Original comment by 7842...@qq.com on 5 May 2011 at 9:02

GoogleCodeExporter commented 8 years ago

T_T badly, we dont have that dump file which cause the crash because it was 
overwrited after we restart the redis...

Original comment by 7842...@qq.com on 5 May 2011 at 9:06

GoogleCodeExporter commented 8 years ago

ok it was helpful but not a 'sine qua none' condition to solve the problem. 
Will just be a bit harder. Please can you send use the exact redis-server 2.2.4 
binary that generated the stack trace you posted above? This can be helpful in 
order to turn the offsets in the stack trace into source code lines.

Original comment by anti...@gmail.com on 5 May 2011 at 9:09

GoogleCodeExporter commented 8 years ago

Pieter: I just disassembled the same version in the Linux box and I think I got 
the same offsets of our user's binary.

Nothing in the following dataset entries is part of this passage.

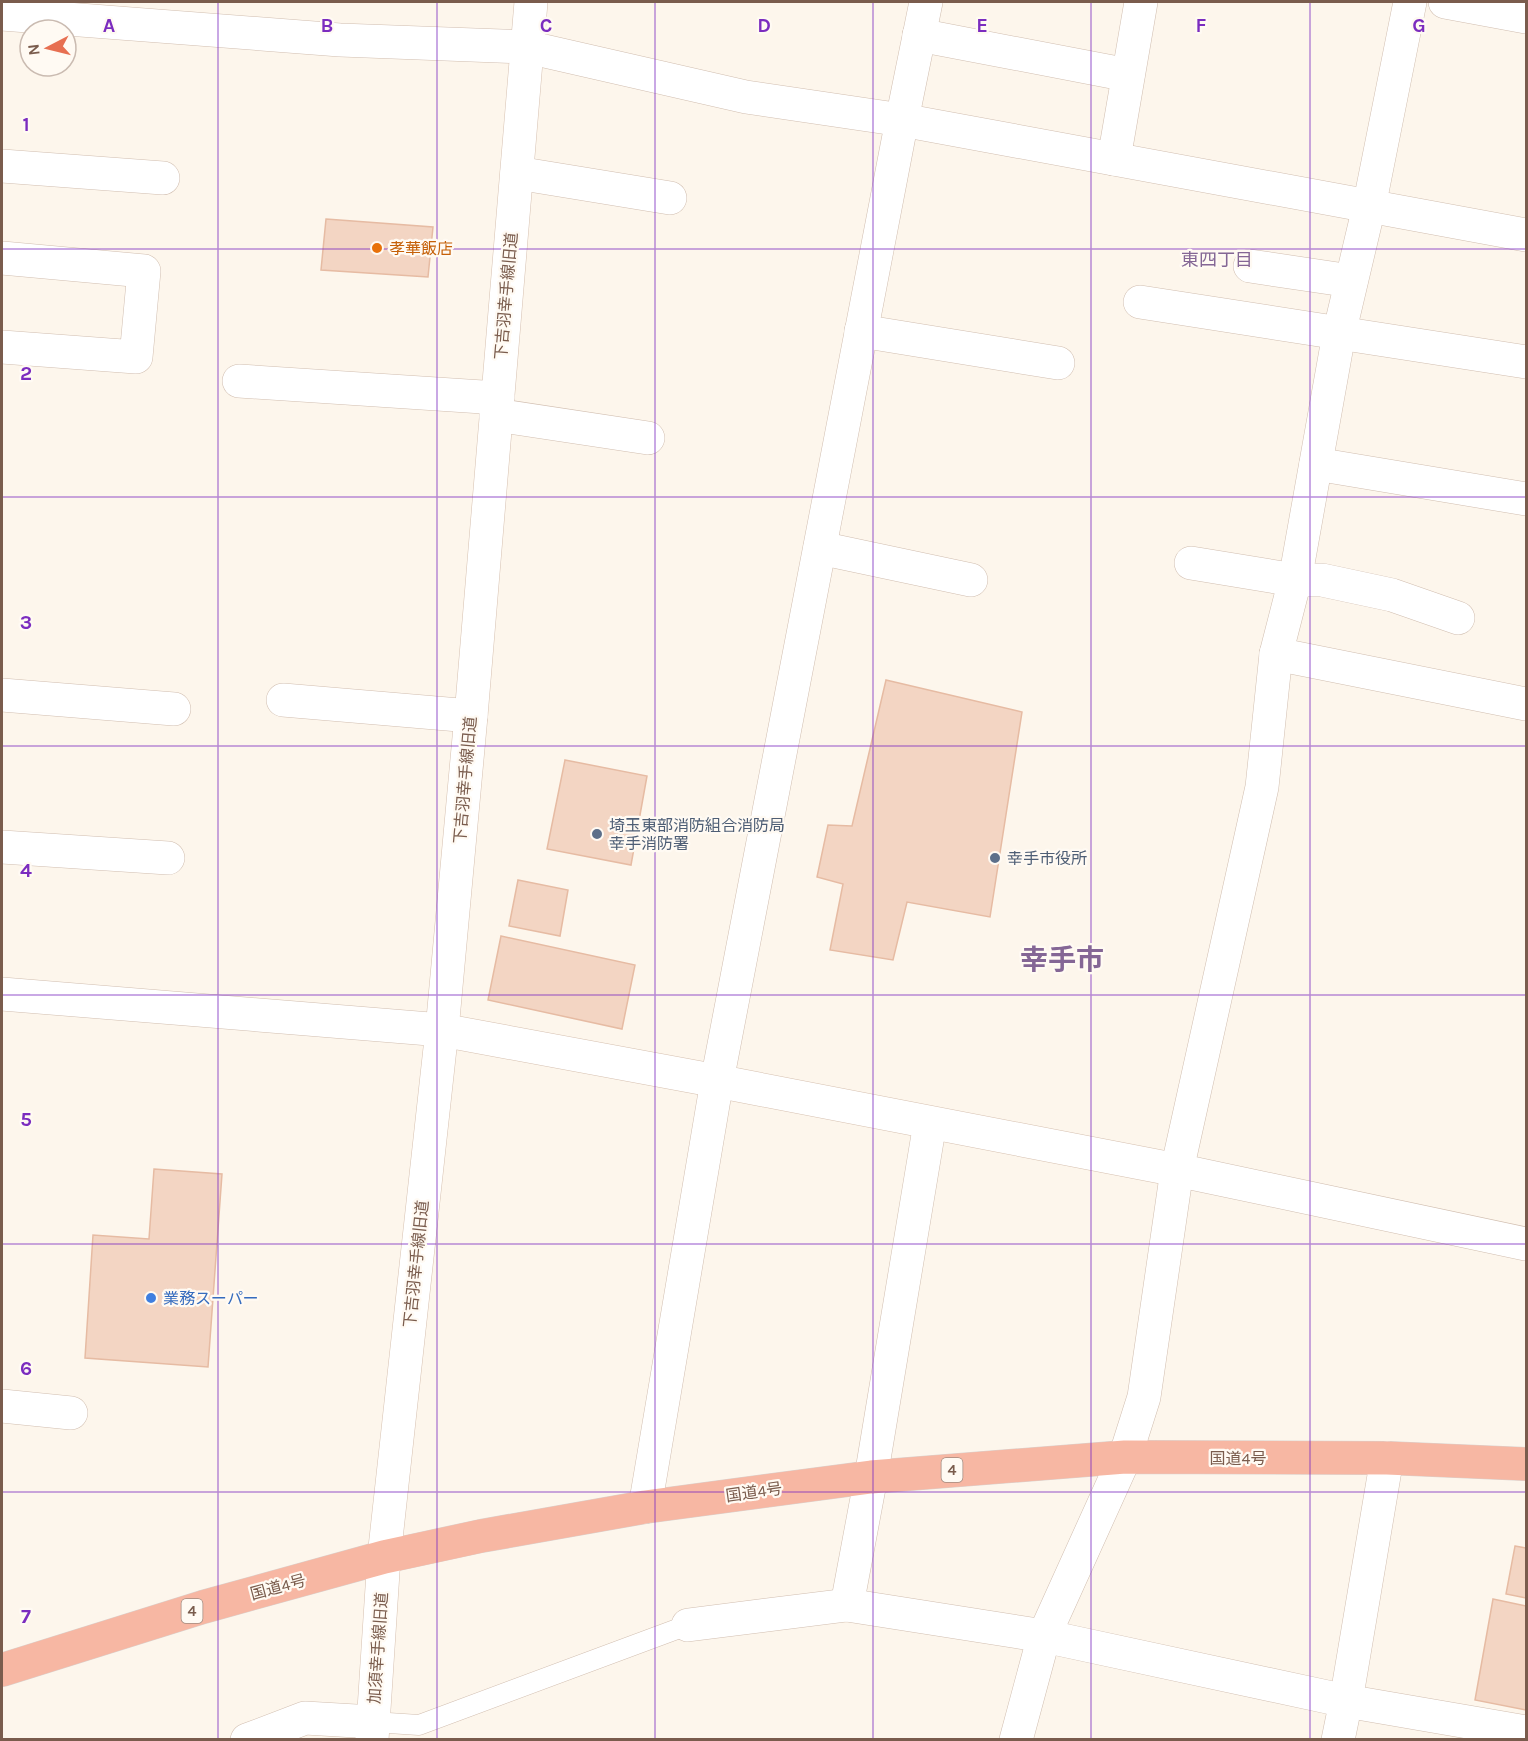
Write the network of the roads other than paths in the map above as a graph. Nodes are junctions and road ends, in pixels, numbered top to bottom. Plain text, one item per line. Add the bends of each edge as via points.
1 (3, 2) edge
2 (531, 2) edge
3 (926, 2) edge
4 (1141, 2) edge
5 (1410, 2) edge
6 (1445, 2) edge
7 (2, 14) edge
8 (1527, 17) edge
9 (919, 35) junction
10 (527, 47) junction
11 (1128, 75) junction
12 (902, 120) junction
13 (1114, 159) junction
14 (2, 166) edge
15 (517, 173) junction
16 (163, 178) dead end
17 (670, 198) dead end
18 (1369, 207) junction
19 (1527, 235) edge
20 (2, 258) edge
21 (1250, 266) dead end
22 (1351, 281) junction
23 (1140, 302) dead end
24 (861, 331) junction
25 (1339, 334) junction
26 (2, 347) edge
27 (1527, 362) edge
28 (1058, 363) dead end
29 (239, 381) dead end
30 (497, 406) junction
31 (648, 438) dead end
32 (1316, 464) junction
33 (1527, 499) edge
34 (820, 548) junction
35 (1191, 563) dead end
36 (971, 580) dead end
37 (1294, 580) junction
38 (1458, 618) dead end
39 (1276, 654) junction
40 (2, 695) edge
41 (283, 700) dead end
42 (1527, 704) edge
43 (174, 709) dead end
44 (471, 716) junction
45 (2, 847) edge
46 (168, 858) dead end
47 (2, 993) edge
48 (442, 1030) junction
49 (717, 1081) junction
50 (930, 1123) junction
51 (1177, 1170) junction
52 (1527, 1244) edge
53 (2, 1406) edge
54 (71, 1413) dead end
55 (1125, 1457) junction
56 (1387, 1458) junction
57 (1527, 1464) edge
58 (871, 1477) junction
59 (645, 1507) junction
60 (384, 1557) junction
61 (847, 1605) junction
62 (688, 1625) joint
63 (1044, 1636) junction
64 (2, 1670) edge
65 (1346, 1701) junction
66 (372, 1731) edge
67 (1527, 1732) edge
68 (247, 1740) edge
69 (1016, 1740) edge
70 (1338, 1740) edge

1 - 7 street
2 - 10 street, 下吉羽幸手線旧道
3 - 9 street
4 - 11 street
5 - 18 street
6 - 8 street
7 - 10 street via 340,40
9 - 11 street
9 - 12 street
10 - 12 street via 746,97
10 - 15 street, 下吉羽幸手線旧道
11 - 13 street
12 - 13 street
12 - 24 street
13 - 18 street
14 - 16 street
15 - 17 street
15 - 30 street, 下吉羽幸手線旧道
18 - 19 street
18 - 22 street
20 - 26 street via 144,271 136,357
21 - 22 street
22 - 25 street
23 - 25 street
24 - 28 street
24 - 34 street
25 - 27 street
25 - 32 street
29 - 30 street
30 - 31 street
30 - 44 street, 下吉羽幸手線旧道
32 - 33 street
32 - 37 street
34 - 36 street
34 - 49 street
35 - 37 street
37 - 38 street via 1322,580 1392,595
37 - 39 street
39 - 42 street
39 - 51 street via 1262,787
40 - 43 street
41 - 44 street
44 - 48 street, 下吉羽幸手線旧道
45 - 46 street
47 - 48 street
48 - 49 street
48 - 60 street, 下吉羽幸手線旧道
49 - 50 street
49 - 59 street
50 - 51 street
50 - 58 street
51 - 52 street
51 - 55 street via 1144,1397
53 - 54 street
55 - 56 highway, 国道4号 / 4
55 - 58 highway, 国道4号 / 4
55 - 63 street
56 - 57 highway, 国道4号 / 4
56 - 65 street
58 - 59 highway, 国道4号 / 4
58 - 61 street
59 - 60 highway, 国道4号 / 4
60 - 64 highway, 国道4号 / 4 via 203,1607
60 - 66 street, 加須幸手線旧道
61 - 62 street
61 - 63 street
62 - 66 lane via 419,1725
63 - 65 street
63 - 69 street
65 - 67 street
65 - 70 street
66 - 68 street via 305,1718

The segfault appears to be here:

628         p = ZIPLIST_ENTRY_TAIL(zl);
629         return (p[0] == ZIP_END) ? NULL : p;

Basically p points to an invalid address, so p[0] causes the exception:

0x0000000000416320 <ziplistNext+0>: push   %rbx
0x0000000000416321 <ziplistNext+1>: mov    %rsi,%rbx
0x0000000000416324 <ziplistNext+4>: sub    $0x20,%rsp
0x0000000000416328 <ziplistNext+8>: cmpb   $0xff,(%rsi)
0x000000000041632b <ziplistNext+11>:    je     0x416350 <ziplistNext+48>
0x000000000041632d <ziplistNext+13>:    mov    %rsp,%rdi
0x0000000000416330 <ziplistNext+16>:    callq  0x416140 <zipEntry>
0x0000000000416335 <ziplistNext+21>:    mov    0xc(%rsp),%eax
0x0000000000416339 <ziplistNext+25>:    add    0x10(%rsp),%eax
0x000000000041633d <ziplistNext+29>:    lea    (%rbx,%rax,1),%rax
0x0000000000416341 <ziplistNext+33>:    cmpb   $0xff,(%rax)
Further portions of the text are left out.